Price first turned to orchestral composition in the late 1920s and continued to pursue it sporadically over the next twenty-five years, ultimately completing just over a dozen large-scale pieces. The inspiration for her earliest orchestral works was a contest for Black composers named in honor of the department store magnate Rodman Wanamaker. Her Symphony in E Minor (1932) won first prize and, with the support of one of Chicago’s Black musical leaders, Maude Roberts George, the Chicago Symphony Orchestra premiered the piece under Frederick Stock in June 1933. The flurry of interest surrounding the symphony prompted Price to finish a violin concerto and a piano concerto within the next twelve months.

The tone poem Ethiopia’s Shadow in America belongs to this early cluster of works, for it was completed in time for the competition won by her symphony. (This work garnered an honorable mention.) Curiously, it is one of only a few pieces for which she provided a descriptive narrative; much of her orchestral music might be called “absolute music.” In this piece, the first page of the manuscript score explains that she wanted the music to portray “I—The Arrival of the Negro in America when first brought here as a slave. II—His Resignation and Faith. III—His Adaptation, A fusion of his native and acquired impulses.” This three-part arc traces the historical American experiences of enslaved Africans and aligns conceptually with certain works of figures associated with the Harlem Renaissance, such as Will Marion Cook, William Grant Still, and Duke Ellington. Listeners familiar with Price’s other orchestral music will be pleased to encounter her characteristically lush orchestration, harmonic richness, and, above all, keen melodic sense. New listeners will find music that blends the orchestral sonorities of the late 19th century with a distinctly American sensibility.

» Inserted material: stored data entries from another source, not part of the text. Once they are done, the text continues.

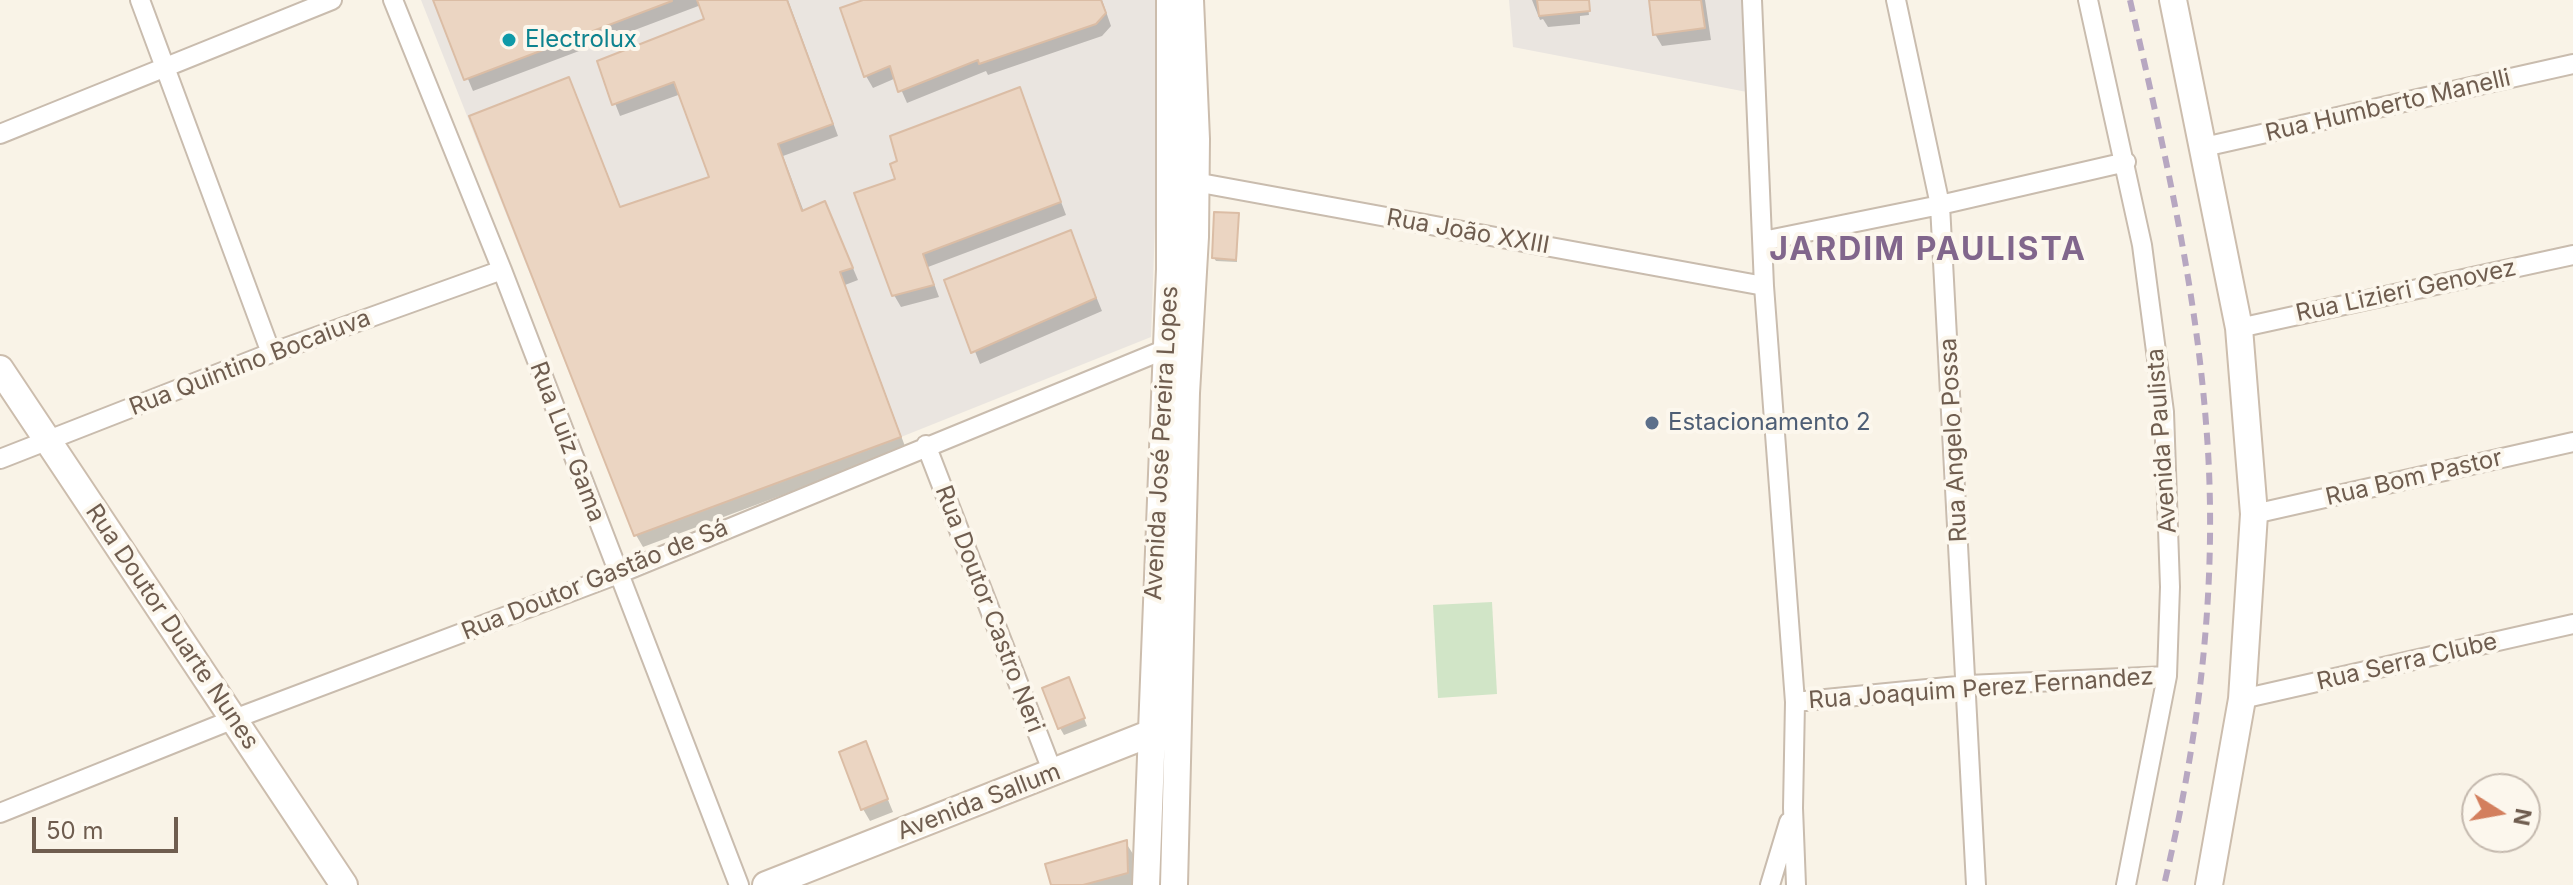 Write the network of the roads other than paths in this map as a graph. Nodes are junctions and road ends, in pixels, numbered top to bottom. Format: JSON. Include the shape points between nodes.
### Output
{"nodes":[{"id":1,"x":140,"y":0,"type":"edge"},
{"id":2,"x":332,"y":0,"type":"edge"},
{"id":3,"x":393,"y":0,"type":"edge"},
{"id":4,"x":1170,"y":0,"type":"edge"},
{"id":5,"x":1190,"y":0,"type":"edge"},
{"id":6,"x":1752,"y":0,"type":"edge"},
{"id":7,"x":1896,"y":0,"type":"edge"},
{"id":8,"x":2088,"y":0,"type":"edge"},
{"id":9,"x":2173,"y":0,"type":"edge"},
{"id":10,"x":2573,"y":64,"type":"edge"},
{"id":11,"x":167,"y":67,"type":"junction"},
{"id":12,"x":0,"y":134,"type":"edge"},
{"id":13,"x":2204,"y":147,"type":"junction"},
{"id":14,"x":2126,"y":162,"type":"junction"},
{"id":15,"x":1183,"y":180,"type":"junction"},
{"id":16,"x":1940,"y":205,"type":"junction"},
{"id":17,"x":1763,"y":241,"type":"junction"},
{"id":18,"x":2573,"y":255,"type":"edge"},
{"id":19,"x":502,"y":270,"type":"junction"},
{"id":20,"x":1764,"y":286,"type":"junction"},
{"id":21,"x":2239,"y":328,"type":"junction"},
{"id":22,"x":1178,"y":350,"type":"junction"},
{"id":23,"x":271,"y":353,"type":"junction"},
{"id":24,"x":0,"y":369,"type":"edge"},
{"id":25,"x":46,"y":441,"type":"junction"},
{"id":26,"x":2573,"y":442,"type":"edge"},
{"id":27,"x":926,"y":445,"type":"junction"},
{"id":28,"x":0,"y":459,"type":"edge"},
{"id":29,"x":2254,"y":514,"type":"junction"},
{"id":30,"x":618,"y":574,"type":"junction"},
{"id":31,"x":2573,"y":624,"type":"edge"},
{"id":32,"x":2167,"y":676,"type":"junction"},
{"id":33,"x":1968,"y":685,"type":"junction"},
{"id":34,"x":2242,"y":699,"type":"junction"},
{"id":35,"x":1179,"y":700,"type":"junction"},
{"id":36,"x":1795,"y":702,"type":"junction"},
{"id":37,"x":234,"y":719,"type":"junction"},
{"id":38,"x":1149,"y":734,"type":"junction"},
{"id":39,"x":1053,"y":773,"type":"junction"},
{"id":40,"x":1793,"y":808,"type":"junction"},
{"id":41,"x":0,"y":813,"type":"edge"},
{"id":42,"x":344,"y":885,"type":"edge"},
{"id":43,"x":739,"y":885,"type":"edge"},
{"id":44,"x":766,"y":885,"type":"edge"},
{"id":45,"x":1146,"y":885,"type":"edge"},
{"id":46,"x":1174,"y":885,"type":"edge"},
{"id":47,"x":1770,"y":885,"type":"edge"},
{"id":48,"x":1796,"y":885,"type":"edge"},
{"id":49,"x":1976,"y":885,"type":"edge"},
{"id":50,"x":2126,"y":885,"type":"edge"},
{"id":51,"x":2209,"y":885,"type":"edge"}],
"edges":[{"from":1,"to":11,"type":"street"},
{"from":2,"to":11,"type":"street"},
{"from":3,"to":19,"type":"street","name":"Rua Luiz Gama"},
{"from":4,"to":15,"type":"street","name":"Avenida José Pereira Lopes"},
{"from":5,"to":15,"type":"street","name":"Avenida José Pereira Lopes"},
{"from":6,"to":17,"type":"street"},
{"from":7,"to":16,"type":"street","name":"Rua Angelo Possa"},
{"from":8,"to":14,"type":"street","name":"Avenida Paulista"},
{"from":9,"to":13,"type":"street"},
{"from":10,"to":13,"type":"street","name":"Rua Humberto Manelli"},
{"from":11,"to":12,"type":"street"},
{"from":11,"to":23,"type":"street"},
{"from":13,"to":21,"type":"street"},
{"from":14,"to":16,"type":"street"},
{"from":14,"to":32,"type":"street","name":"Avenida Paulista","via":[[2164,412],[2170,587]]},
{"from":15,"to":20,"type":"street","name":"Rua João XXIII"},
{"from":15,"to":22,"type":"street","name":"Avenida José Pereira Lopes"},
{"from":16,"to":17,"type":"street"},
{"from":16,"to":33,"type":"street","name":"Rua Angelo Possa"},
{"from":17,"to":20,"type":"street"},
{"from":18,"to":21,"type":"street","name":"Rua Lizieri Genovez"},
{"from":19,"to":23,"type":"street","name":"Rua Quintino Bocaiuva"},
{"from":19,"to":30,"type":"street","name":"Rua Luiz Gama"},
{"from":20,"to":36,"type":"street"},
{"from":21,"to":29,"type":"street"},
{"from":22,"to":27,"type":"street","name":"Rua Doutor Gastão de Sá"},
{"from":22,"to":35,"type":"street","name":"Avenida José Pereira Lopes"},
{"from":22,"to":38,"type":"street","name":"Avenida José Pereira Lopes"},
{"from":23,"to":25,"type":"street","name":"Rua Quintino Bocaiuva"},
{"from":24,"to":25,"type":"street","name":"Rua Doutor Duarte Nunes"},
{"from":25,"to":28,"type":"street","name":"Rua Quintino Bocaiuva"},
{"from":25,"to":37,"type":"street","name":"Rua Doutor Duarte Nunes"},
{"from":26,"to":29,"type":"street","name":"Rua Bom Pastor"},
{"from":27,"to":30,"type":"street","name":"Rua Doutor Gastão de Sá"},
{"from":27,"to":39,"type":"street","name":"Rua Doutor Castro Neri"},
{"from":29,"to":34,"type":"street"},
{"from":30,"to":37,"type":"street","name":"Rua Doutor Gastão de Sá"},
{"from":30,"to":43,"type":"street","name":"Rua Luiz Gama"},
{"from":31,"to":34,"type":"street","name":"Rua Serra Clube"},
{"from":32,"to":33,"type":"street","name":"Rua Joaquim Perez Fernandez"},
{"from":32,"to":50,"type":"street","name":"Avenida Paulista"},
{"from":33,"to":36,"type":"street","name":"Rua Joaquim Perez Fernandez"},
{"from":33,"to":49,"type":"street","name":"Rua Angelo Possa"},
{"from":34,"to":51,"type":"street"},
{"from":35,"to":38,"type":"street","name":"Avenida Sallum"},
{"from":35,"to":46,"type":"street","name":"Avenida José Pereira Lopes"},
{"from":36,"to":40,"type":"street"},
{"from":37,"to":41,"type":"street","name":"Rua Doutor Gastão de Sá"},
{"from":37,"to":42,"type":"street","name":"Rua Doutor Duarte Nunes"},
{"from":38,"to":39,"type":"street","name":"Avenida Sallum"},
{"from":38,"to":45,"type":"street","name":"Avenida José Pereira Lopes"},
{"from":39,"to":44,"type":"street","name":"Avenida Sallum"},
{"from":40,"to":47,"type":"street"},
{"from":40,"to":48,"type":"street"}]}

A brief introduction by a solo clarinet sets the scene before the orchestra launches into the two-part opening movement. The first part, an Adagio, moves seamlessly between simple melodic material reminiscent of folk music and the complex harmonic language often used to enhance dramatic situations in opera or film. A quiet close gives way to a buoyant Allegretto introduced by the wood block and plucked strings. The first violins then take off with a sinewy syncopated melody that appears in various costumes across the rest of the movement while percussion add a distinct sparkle. The profoundly religious second movement introduces the soft lament of a solo violinist accompanied by string choir. A solo cellist later takes over the tune before it fades to an echo in the French horn, clarinet, and oboe. Now invoking vernacular dance, a catchy melody whips the third movement into a whirling array of orchestral color before a recollection of the opening Adagio offers a moment of reflection. But the dance resumes, propelling ever forward and closing the piece in grand fashion. Price observed that in music of the African diaspora, “Rhythm is of preeminent importance. In the dance, it is a compelling, onward-sweeping force that tolerates no interruption.”

Douglas Shadle

Douglas Shadle is Associate Professor of Musicology at the Vanderbilt University Blair School of Music. An award-winning historian of American orchestral music, he is currently co-authoring a biography of Florence Price with Samantha Ege (University of Oxford).